The human IL-17A/F heterodimer: a two-faced cytokine with unique receptor recognition properties

• Published in: Scientific reports Vol. 7; no. 1; pp. 8906 - 13
• Main Authors: Goepfert, Arnaud, Lehmann, Sylvie, Wirth, Emmanuelle, Rondeau, Jean-Michel
• Format: Journal Article
• Language: English
• Published: England Nature Publishing Group 21.08.2017; Nature Publishing Group UK; Nature Portfolio
• Subjects: Adaptive immunity; Affinity; Allosteric Regulation; Amino Acid Sequence; Arthritis; Autoimmune diseases; Binding Sites; Conserved Sequence; Crystal structure; Cytokines; Cytokines - chemistry; Cytokines - metabolism; Humans; Hydrophobic and Hydrophilic Interactions; Interleukin 17; Interleukin-17 - chemistry; Interleukin-17 - metabolism; Mimicry; Models, Molecular; Protein Binding; Protein Conformation; Protein Interaction Domains and Motifs; Protein Multimerization; Psoriasis; Psoriatic arthritis; Receptors, Interleukin-17 - metabolism; Site-directed mutagenesis; Structure-Activity Relationship
• ISSN: 2045-2322; 2045-2322
• DOI: 10.1038/s41598-017-08360-9

IL-17A and IL-17F are prominent members of the IL-17 family of cytokines that regulates both innate and adaptive immunity.

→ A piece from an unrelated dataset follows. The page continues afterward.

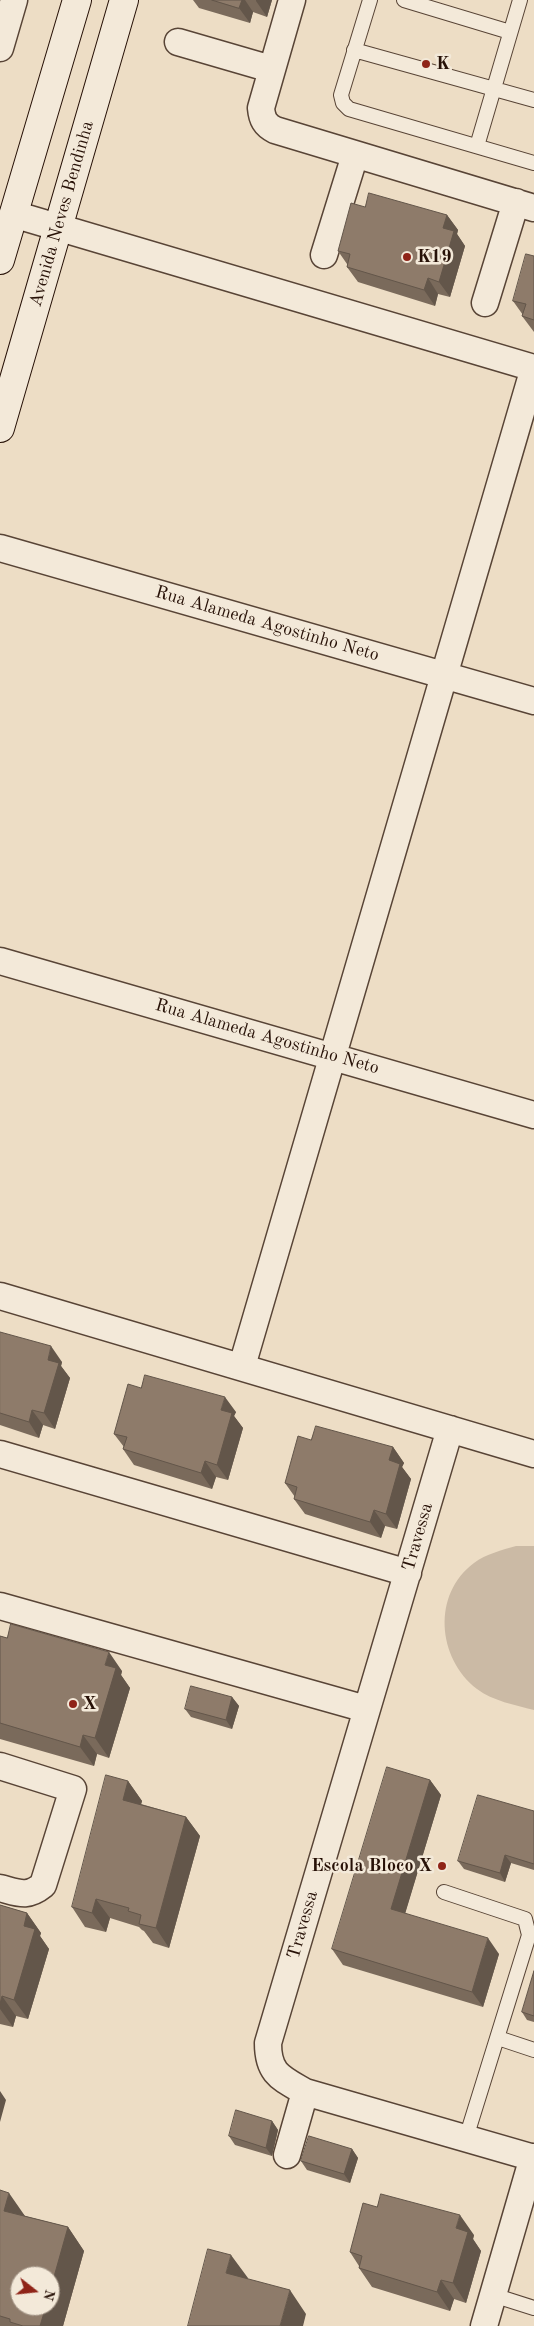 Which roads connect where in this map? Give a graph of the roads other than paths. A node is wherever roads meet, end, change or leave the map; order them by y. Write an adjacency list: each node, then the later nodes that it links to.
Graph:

IL-17A has been implicated in chronic inflammatory and autoimmune diseases, and anti-IL-17A antibodies have shown remarkable clinical efficacy in psoriasis and psoriatic arthritis patients. IL-17A and IL-17F are homodimeric cytokines that can also form the IL-17A/F heterodimer whose precise role in health and disease remains elusive. All three cytokines signal through the assembly of a ternary complex with the IL-17RA and IL-17RC receptors. Here we report the X-ray analysis of the human IL-17A/F heterodimer that reveals a two-faced cytokine closely mimicking IL-17A as well as IL-17F. We also present the crystal structure of its complex with the IL-17RA receptor. Unexpectedly in view of the much higher affinity of this receptor toward IL-17A, we find that IL-17RA is bound to the "F-face" of the heterodimer in the crystal. Using site-directed mutagenesis, we then demonstrate that IL-17RA can also bind to the "A-face" of IL-17A/F with similar affinity. Further, we show that IL-17RC does not discriminate between the two faces of the cytokine heterodimer either, thus enabling the formation of two topologically-distinct heterotrimeric complexes with potentially different signaling properties.